I think that you need to learn how to become more comfortable with talking to people about issues in your life (You are very much like me, I am very happy on the outside, and a while back I was depressed. I confided in my best friend and she was completely totally shocked because she didnt even think that it was possible that I could be upset about something). Try and learn to confide in people. I know this something that is easier said than done, but here is what I would suggest. Everyday, find something small that is something you wouldnt normally say to someone, and try and find someone to talk to about it. Confiding in someone is a universal sign that you want to reach out to someone. I know you say that you can't bring yourself to do it, but you can. I believe in you, all you need to do is set your heart on it. And dont think that I am being a hypocrit, or that I don't understand. I do, believe me, I do, but I also know that facing your fears or anxiety takes effort, and a good mind set. You can do it.
You're putting on an act by acting happy all of the time, you need to break though it. That will take a lot of work, but baby steps okay? I know that there is fear of rejection or being treated differently, but what is actually going on is that you are waiting for them to treat you differently, so you see it happen, you pick it out, when there is a possibility that they actually arent doing that at all. Theres a chance of course that they are, but I think you're just really picking up on it.
It may seem impossible but you can face your fears. if you're not sure how, let me know and I can give you some more advice.
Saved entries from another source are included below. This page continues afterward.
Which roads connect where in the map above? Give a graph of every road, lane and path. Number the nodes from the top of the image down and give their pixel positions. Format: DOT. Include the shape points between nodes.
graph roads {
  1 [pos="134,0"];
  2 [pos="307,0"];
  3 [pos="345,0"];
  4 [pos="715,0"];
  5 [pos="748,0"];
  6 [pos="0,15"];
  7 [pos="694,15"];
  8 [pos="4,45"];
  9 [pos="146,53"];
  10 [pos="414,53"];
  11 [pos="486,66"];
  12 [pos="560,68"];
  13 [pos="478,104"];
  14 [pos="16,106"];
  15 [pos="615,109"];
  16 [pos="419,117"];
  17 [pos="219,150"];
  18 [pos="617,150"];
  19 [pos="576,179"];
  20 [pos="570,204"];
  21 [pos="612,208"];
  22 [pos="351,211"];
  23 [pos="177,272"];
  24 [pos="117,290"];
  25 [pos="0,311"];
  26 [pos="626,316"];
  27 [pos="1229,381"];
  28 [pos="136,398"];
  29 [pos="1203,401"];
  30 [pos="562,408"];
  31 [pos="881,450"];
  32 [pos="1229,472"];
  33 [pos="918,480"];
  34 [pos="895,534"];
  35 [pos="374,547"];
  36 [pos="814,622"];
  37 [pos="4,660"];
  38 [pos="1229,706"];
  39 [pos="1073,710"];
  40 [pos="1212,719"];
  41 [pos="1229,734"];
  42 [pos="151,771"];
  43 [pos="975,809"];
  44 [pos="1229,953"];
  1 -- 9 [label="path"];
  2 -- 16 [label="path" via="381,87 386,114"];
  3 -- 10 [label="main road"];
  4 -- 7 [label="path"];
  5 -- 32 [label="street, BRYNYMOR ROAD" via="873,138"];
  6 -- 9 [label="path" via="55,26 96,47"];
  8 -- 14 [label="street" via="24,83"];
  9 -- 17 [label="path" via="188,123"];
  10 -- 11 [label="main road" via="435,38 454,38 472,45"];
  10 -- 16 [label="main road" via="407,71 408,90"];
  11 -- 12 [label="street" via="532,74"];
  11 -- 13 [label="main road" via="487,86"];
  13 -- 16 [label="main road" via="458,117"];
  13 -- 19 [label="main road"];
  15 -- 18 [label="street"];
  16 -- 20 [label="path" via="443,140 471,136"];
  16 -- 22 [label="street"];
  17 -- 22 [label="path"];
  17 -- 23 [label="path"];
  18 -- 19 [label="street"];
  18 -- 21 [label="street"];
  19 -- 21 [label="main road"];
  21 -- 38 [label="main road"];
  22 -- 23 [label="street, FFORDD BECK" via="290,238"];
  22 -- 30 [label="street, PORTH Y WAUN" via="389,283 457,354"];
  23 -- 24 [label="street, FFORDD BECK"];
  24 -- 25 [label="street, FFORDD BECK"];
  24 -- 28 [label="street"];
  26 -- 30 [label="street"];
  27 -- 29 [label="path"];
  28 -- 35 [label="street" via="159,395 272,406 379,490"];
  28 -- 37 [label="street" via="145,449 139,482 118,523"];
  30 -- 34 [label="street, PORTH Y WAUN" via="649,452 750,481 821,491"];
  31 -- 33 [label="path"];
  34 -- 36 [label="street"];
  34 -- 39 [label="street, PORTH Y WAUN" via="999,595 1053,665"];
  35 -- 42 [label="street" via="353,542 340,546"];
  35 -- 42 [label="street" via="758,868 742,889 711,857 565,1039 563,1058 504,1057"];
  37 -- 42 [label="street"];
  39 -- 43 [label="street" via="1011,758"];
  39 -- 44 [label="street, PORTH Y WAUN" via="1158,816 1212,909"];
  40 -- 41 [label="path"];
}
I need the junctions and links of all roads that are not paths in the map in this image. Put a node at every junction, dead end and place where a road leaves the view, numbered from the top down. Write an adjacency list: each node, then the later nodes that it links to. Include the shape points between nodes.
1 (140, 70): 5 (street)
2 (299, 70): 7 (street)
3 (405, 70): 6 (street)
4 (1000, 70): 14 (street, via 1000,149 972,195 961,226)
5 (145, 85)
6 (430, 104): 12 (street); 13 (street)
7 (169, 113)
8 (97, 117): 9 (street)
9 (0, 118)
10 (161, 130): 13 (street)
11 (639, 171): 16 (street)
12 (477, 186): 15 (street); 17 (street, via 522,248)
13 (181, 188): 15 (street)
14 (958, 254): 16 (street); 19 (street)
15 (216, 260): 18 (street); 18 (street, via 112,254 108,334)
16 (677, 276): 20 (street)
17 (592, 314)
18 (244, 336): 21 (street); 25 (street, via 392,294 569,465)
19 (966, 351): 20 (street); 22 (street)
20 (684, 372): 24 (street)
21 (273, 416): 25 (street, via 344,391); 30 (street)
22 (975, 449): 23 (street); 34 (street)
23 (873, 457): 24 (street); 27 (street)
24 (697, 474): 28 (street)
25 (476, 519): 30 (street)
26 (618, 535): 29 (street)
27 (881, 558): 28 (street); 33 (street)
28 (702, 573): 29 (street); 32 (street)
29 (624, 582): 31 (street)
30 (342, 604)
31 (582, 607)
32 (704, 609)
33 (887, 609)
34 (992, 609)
I am wondering if you are in touch with your own feelings. I think that if you arent, then maybe you should start writing down things, like a journal. Try and get really in touch with your feelings. if you are in touch with your own feelings then you are more likely to show them more.
You also need to start expressing your feelings, as difficult as it may be. If you aer angry, try and show it a bit, I'm still working on that one too, but if you try to express your feelings to other, it is more likely that that will come out as compassion.
High standards when it comes to friends is a good thing, but if someone is reaching out to you, don't reject them okay? That wouldnt be how you would want to be treated right? So maybe they can't be your best friend if they can't make you laugh, but maybe they can still be a good person to spend time with.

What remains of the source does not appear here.